:: TASK DESCRIPTION ::
Each line of the data should be repeated precisely.

Stored data entries
..............................

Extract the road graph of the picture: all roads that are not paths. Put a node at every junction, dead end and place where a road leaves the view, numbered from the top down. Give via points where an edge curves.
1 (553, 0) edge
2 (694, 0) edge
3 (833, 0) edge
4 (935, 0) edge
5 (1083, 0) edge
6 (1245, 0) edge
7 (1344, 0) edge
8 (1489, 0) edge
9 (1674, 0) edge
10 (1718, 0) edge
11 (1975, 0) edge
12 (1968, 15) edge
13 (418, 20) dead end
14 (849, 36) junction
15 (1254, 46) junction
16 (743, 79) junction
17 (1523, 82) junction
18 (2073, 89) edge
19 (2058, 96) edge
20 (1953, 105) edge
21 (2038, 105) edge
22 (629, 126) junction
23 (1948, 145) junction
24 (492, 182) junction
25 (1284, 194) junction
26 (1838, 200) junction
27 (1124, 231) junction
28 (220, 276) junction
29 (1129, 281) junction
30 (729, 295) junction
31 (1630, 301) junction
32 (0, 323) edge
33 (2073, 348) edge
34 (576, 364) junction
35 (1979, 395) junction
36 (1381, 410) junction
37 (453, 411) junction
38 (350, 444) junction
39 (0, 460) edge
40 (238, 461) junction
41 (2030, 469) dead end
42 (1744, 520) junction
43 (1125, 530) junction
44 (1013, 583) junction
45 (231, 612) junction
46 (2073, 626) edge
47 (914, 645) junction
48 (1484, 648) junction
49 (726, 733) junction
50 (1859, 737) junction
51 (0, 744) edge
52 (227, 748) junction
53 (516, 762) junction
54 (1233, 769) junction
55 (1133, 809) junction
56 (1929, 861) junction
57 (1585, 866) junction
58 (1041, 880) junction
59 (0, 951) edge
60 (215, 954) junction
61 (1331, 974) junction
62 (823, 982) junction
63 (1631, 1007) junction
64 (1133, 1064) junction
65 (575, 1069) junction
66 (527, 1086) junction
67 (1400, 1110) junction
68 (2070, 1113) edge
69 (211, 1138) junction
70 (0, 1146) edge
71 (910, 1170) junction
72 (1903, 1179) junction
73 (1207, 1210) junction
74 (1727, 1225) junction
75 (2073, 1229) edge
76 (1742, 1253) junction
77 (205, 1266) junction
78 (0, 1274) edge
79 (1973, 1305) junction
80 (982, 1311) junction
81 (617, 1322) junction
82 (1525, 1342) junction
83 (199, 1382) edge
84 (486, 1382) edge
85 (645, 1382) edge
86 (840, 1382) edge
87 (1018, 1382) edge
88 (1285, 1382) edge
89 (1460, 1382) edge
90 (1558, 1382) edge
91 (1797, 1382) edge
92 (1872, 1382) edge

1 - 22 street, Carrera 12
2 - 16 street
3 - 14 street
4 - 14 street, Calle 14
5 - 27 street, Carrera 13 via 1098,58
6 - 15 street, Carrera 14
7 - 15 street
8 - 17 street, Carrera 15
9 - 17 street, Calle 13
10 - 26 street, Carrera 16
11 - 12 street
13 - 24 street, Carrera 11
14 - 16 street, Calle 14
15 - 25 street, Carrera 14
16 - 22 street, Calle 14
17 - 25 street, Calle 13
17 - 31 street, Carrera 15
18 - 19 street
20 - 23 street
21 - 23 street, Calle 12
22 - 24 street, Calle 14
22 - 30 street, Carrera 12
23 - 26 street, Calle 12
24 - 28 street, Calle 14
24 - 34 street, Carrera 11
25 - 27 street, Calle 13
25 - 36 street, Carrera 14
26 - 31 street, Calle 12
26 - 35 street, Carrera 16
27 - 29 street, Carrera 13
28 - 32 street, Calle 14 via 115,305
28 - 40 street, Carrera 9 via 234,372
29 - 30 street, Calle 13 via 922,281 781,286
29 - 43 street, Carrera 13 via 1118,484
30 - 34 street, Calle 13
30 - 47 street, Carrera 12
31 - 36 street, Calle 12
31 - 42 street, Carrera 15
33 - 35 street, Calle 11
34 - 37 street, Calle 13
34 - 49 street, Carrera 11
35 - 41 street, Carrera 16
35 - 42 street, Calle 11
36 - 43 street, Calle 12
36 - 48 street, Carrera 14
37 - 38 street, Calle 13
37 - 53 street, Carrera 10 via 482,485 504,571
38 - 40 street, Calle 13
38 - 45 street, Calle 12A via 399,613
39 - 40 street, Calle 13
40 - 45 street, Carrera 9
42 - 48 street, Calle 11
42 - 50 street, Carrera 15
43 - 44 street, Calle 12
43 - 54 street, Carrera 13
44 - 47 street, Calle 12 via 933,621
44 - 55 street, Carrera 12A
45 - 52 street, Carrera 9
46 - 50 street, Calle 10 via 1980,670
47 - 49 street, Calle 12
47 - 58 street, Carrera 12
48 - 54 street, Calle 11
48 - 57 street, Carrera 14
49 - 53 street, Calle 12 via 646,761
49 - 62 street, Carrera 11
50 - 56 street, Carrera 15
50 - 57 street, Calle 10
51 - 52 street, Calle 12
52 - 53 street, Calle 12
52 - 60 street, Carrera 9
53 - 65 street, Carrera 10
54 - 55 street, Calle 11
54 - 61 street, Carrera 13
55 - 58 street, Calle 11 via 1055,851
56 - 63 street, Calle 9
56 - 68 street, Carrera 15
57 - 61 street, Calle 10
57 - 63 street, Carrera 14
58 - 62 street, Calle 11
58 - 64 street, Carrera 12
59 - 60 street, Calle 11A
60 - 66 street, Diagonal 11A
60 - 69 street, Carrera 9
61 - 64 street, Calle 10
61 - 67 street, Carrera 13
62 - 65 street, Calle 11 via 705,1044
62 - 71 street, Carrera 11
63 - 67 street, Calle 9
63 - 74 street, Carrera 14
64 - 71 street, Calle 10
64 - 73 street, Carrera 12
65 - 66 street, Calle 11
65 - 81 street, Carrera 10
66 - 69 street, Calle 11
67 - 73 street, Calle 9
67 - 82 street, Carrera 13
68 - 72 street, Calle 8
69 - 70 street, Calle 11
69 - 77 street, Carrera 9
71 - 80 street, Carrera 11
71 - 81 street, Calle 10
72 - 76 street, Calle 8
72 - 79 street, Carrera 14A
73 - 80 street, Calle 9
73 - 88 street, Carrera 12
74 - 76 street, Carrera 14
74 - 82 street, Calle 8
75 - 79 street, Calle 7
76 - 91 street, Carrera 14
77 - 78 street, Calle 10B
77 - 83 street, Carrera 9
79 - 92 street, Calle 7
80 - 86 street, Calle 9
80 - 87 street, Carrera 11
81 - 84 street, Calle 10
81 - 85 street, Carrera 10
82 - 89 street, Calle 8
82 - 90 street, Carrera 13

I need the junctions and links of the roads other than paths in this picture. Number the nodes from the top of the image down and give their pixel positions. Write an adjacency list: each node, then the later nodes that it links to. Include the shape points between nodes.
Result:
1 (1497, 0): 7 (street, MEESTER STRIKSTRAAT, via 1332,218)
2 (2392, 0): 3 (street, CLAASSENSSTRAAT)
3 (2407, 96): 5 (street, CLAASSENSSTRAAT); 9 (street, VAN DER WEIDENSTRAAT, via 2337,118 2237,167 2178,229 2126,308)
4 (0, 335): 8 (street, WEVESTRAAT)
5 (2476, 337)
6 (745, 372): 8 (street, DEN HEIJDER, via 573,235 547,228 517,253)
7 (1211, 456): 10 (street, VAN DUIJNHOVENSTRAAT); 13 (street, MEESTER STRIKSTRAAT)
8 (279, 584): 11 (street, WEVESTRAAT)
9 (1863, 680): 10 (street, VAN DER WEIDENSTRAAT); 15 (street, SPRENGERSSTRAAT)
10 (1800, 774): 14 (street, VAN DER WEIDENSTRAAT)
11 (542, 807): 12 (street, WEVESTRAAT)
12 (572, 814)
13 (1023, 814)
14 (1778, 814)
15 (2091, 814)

..............................

:: TASK ANSWER ::
Extract the road graph of the picture: all roads that are not paths. Put a node at every junction, dead end and place where a road leaves the view, numbered from the top down. Give via points where an edge curves.
1 (553, 0) edge
2 (694, 0) edge
3 (833, 0) edge
4 (935, 0) edge
5 (1083, 0) edge
6 (1245, 0) edge
7 (1344, 0) edge
8 (1489, 0) edge
9 (1674, 0) edge
10 (1718, 0) edge
11 (1975, 0) edge
12 (1968, 15) edge
13 (418, 20) dead end
14 (849, 36) junction
15 (1254, 46) junction
16 (743, 79) junction
17 (1523, 82) junction
18 (2073, 89) edge
19 (2058, 96) edge
20 (1953, 105) edge
21 (2038, 105) edge
22 (629, 126) junction
23 (1948, 145) junction
24 (492, 182) junction
25 (1284, 194) junction
26 (1838, 200) junction
27 (1124, 231) junction
28 (220, 276) junction
29 (1129, 281) junction
30 (729, 295) junction
31 (1630, 301) junction
32 (0, 323) edge
33 (2073, 348) edge
34 (576, 364) junction
35 (1979, 395) junction
36 (1381, 410) junction
37 (453, 411) junction
38 (350, 444) junction
39 (0, 460) edge
40 (238, 461) junction
41 (2030, 469) dead end
42 (1744, 520) junction
43 (1125, 530) junction
44 (1013, 583) junction
45 (231, 612) junction
46 (2073, 626) edge
47 (914, 645) junction
48 (1484, 648) junction
49 (726, 733) junction
50 (1859, 737) junction
51 (0, 744) edge
52 (227, 748) junction
53 (516, 762) junction
54 (1233, 769) junction
55 (1133, 809) junction
56 (1929, 861) junction
57 (1585, 866) junction
58 (1041, 880) junction
59 (0, 951) edge
60 (215, 954) junction
61 (1331, 974) junction
62 (823, 982) junction
63 (1631, 1007) junction
64 (1133, 1064) junction
65 (575, 1069) junction
66 (527, 1086) junction
67 (1400, 1110) junction
68 (2070, 1113) edge
69 (211, 1138) junction
70 (0, 1146) edge
71 (910, 1170) junction
72 (1903, 1179) junction
73 (1207, 1210) junction
74 (1727, 1225) junction
75 (2073, 1229) edge
76 (1742, 1253) junction
77 (205, 1266) junction
78 (0, 1274) edge
79 (1973, 1305) junction
80 (982, 1311) junction
81 (617, 1322) junction
82 (1525, 1342) junction
83 (199, 1382) edge
84 (486, 1382) edge
85 (645, 1382) edge
86 (840, 1382) edge
87 (1018, 1382) edge
88 (1285, 1382) edge
89 (1460, 1382) edge
90 (1558, 1382) edge
91 (1797, 1382) edge
92 (1872, 1382) edge

1 - 22 street, Carrera 12
2 - 16 street
3 - 14 street
4 - 14 street, Calle 14
5 - 27 street, Carrera 13 via 1098,58
6 - 15 street, Carrera 14
7 - 15 street
8 - 17 street, Carrera 15
9 - 17 street, Calle 13
10 - 26 street, Carrera 16
11 - 12 street
13 - 24 street, Carrera 11
14 - 16 street, Calle 14
15 - 25 street, Carrera 14
16 - 22 street, Calle 14
17 - 25 street, Calle 13
17 - 31 street, Carrera 15
18 - 19 street
20 - 23 street
21 - 23 street, Calle 12
22 - 24 street, Calle 14
22 - 30 street, Carrera 12
23 - 26 street, Calle 12
24 - 28 street, Calle 14
24 - 34 street, Carrera 11
25 - 27 street, Calle 13
25 - 36 street, Carrera 14
26 - 31 street, Calle 12
26 - 35 street, Carrera 16
27 - 29 street, Carrera 13
28 - 32 street, Calle 14 via 115,305
28 - 40 street, Carrera 9 via 234,372
29 - 30 street, Calle 13 via 922,281 781,286
29 - 43 street, Carrera 13 via 1118,484
30 - 34 street, Calle 13
30 - 47 street, Carrera 12
31 - 36 street, Calle 12
31 - 42 street, Carrera 15
33 - 35 street, Calle 11
34 - 37 street, Calle 13
34 - 49 street, Carrera 11
35 - 41 street, Carrera 16
35 - 42 street, Calle 11
36 - 43 street, Calle 12
36 - 48 street, Carrera 14
37 - 38 street, Calle 13
37 - 53 street, Carrera 10 via 482,485 504,571
38 - 40 street, Calle 13
38 - 45 street, Calle 12A via 399,613
39 - 40 street, Calle 13
40 - 45 street, Carrera 9
42 - 48 street, Calle 11
42 - 50 street, Carrera 15
43 - 44 street, Calle 12
43 - 54 street, Carrera 13
44 - 47 street, Calle 12 via 933,621
44 - 55 street, Carrera 12A
45 - 52 street, Carrera 9
46 - 50 street, Calle 10 via 1980,670
47 - 49 street, Calle 12
47 - 58 street, Carrera 12
48 - 54 street, Calle 11
48 - 57 street, Carrera 14
49 - 53 street, Calle 12 via 646,761
49 - 62 street, Carrera 11
50 - 56 street, Carrera 15
50 - 57 street, Calle 10
51 - 52 street, Calle 12
52 - 53 street, Calle 12
52 - 60 street, Carrera 9
53 - 65 street, Carrera 10
54 - 55 street, Calle 11
54 - 61 street, Carrera 13
55 - 58 street, Calle 11 via 1055,851
56 - 63 street, Calle 9
56 - 68 street, Carrera 15
57 - 61 street, Calle 10
57 - 63 street, Carrera 14
58 - 62 street, Calle 11
58 - 64 street, Carrera 12
59 - 60 street, Calle 11A
60 - 66 street, Diagonal 11A
60 - 69 street, Carrera 9
61 - 64 street, Calle 10
61 - 67 street, Carrera 13
62 - 65 street, Calle 11 via 705,1044
62 - 71 street, Carrera 11
63 - 67 street, Calle 9
63 - 74 street, Carrera 14
64 - 71 street, Calle 10
64 - 73 street, Carrera 12
65 - 66 street, Calle 11
65 - 81 street, Carrera 10
66 - 69 street, Calle 11
67 - 73 street, Calle 9
67 - 82 street, Carrera 13
68 - 72 street, Calle 8
69 - 70 street, Calle 11
69 - 77 street, Carrera 9
71 - 80 street, Carrera 11
71 - 81 street, Calle 10
72 - 76 street, Calle 8
72 - 79 street, Carrera 14A
73 - 80 street, Calle 9
73 - 88 street, Carrera 12
74 - 76 street, Carrera 14
74 - 82 street, Calle 8
75 - 79 street, Calle 7
76 - 91 street, Carrera 14
77 - 78 street, Calle 10B
77 - 83 street, Carrera 9
79 - 92 street, Calle 7
80 - 86 street, Calle 9
80 - 87 street, Carrera 11
81 - 84 street, Calle 10
81 - 85 street, Carrera 10
82 - 89 street, Calle 8
82 - 90 street, Carrera 13

I need the junctions and links of the roads other than paths in this picture. Number the nodes from the top of the image down and give their pixel positions. Write an adjacency list: each node, then the later nodes that it links to. Include the shape points between nodes.
Result:
1 (1497, 0): 7 (street, MEESTER STRIKSTRAAT, via 1332,218)
2 (2392, 0): 3 (street, CLAASSENSSTRAAT)
3 (2407, 96): 5 (street, CLAASSENSSTRAAT); 9 (street, VAN DER WEIDENSTRAAT, via 2337,118 2237,167 2178,229 2126,308)
4 (0, 335): 8 (street, WEVESTRAAT)
5 (2476, 337)
6 (745, 372): 8 (street, DEN HEIJDER, via 573,235 547,228 517,253)
7 (1211, 456): 10 (street, VAN DUIJNHOVENSTRAAT); 13 (street, MEESTER STRIKSTRAAT)
8 (279, 584): 11 (street, WEVESTRAAT)
9 (1863, 680): 10 (street, VAN DER WEIDENSTRAAT); 15 (street, SPRENGERSSTRAAT)
10 (1800, 774): 14 (street, VAN DER WEIDENSTRAAT)
11 (542, 807): 12 (street, WEVESTRAAT)
12 (572, 814)
13 (1023, 814)
14 (1778, 814)
15 (2091, 814)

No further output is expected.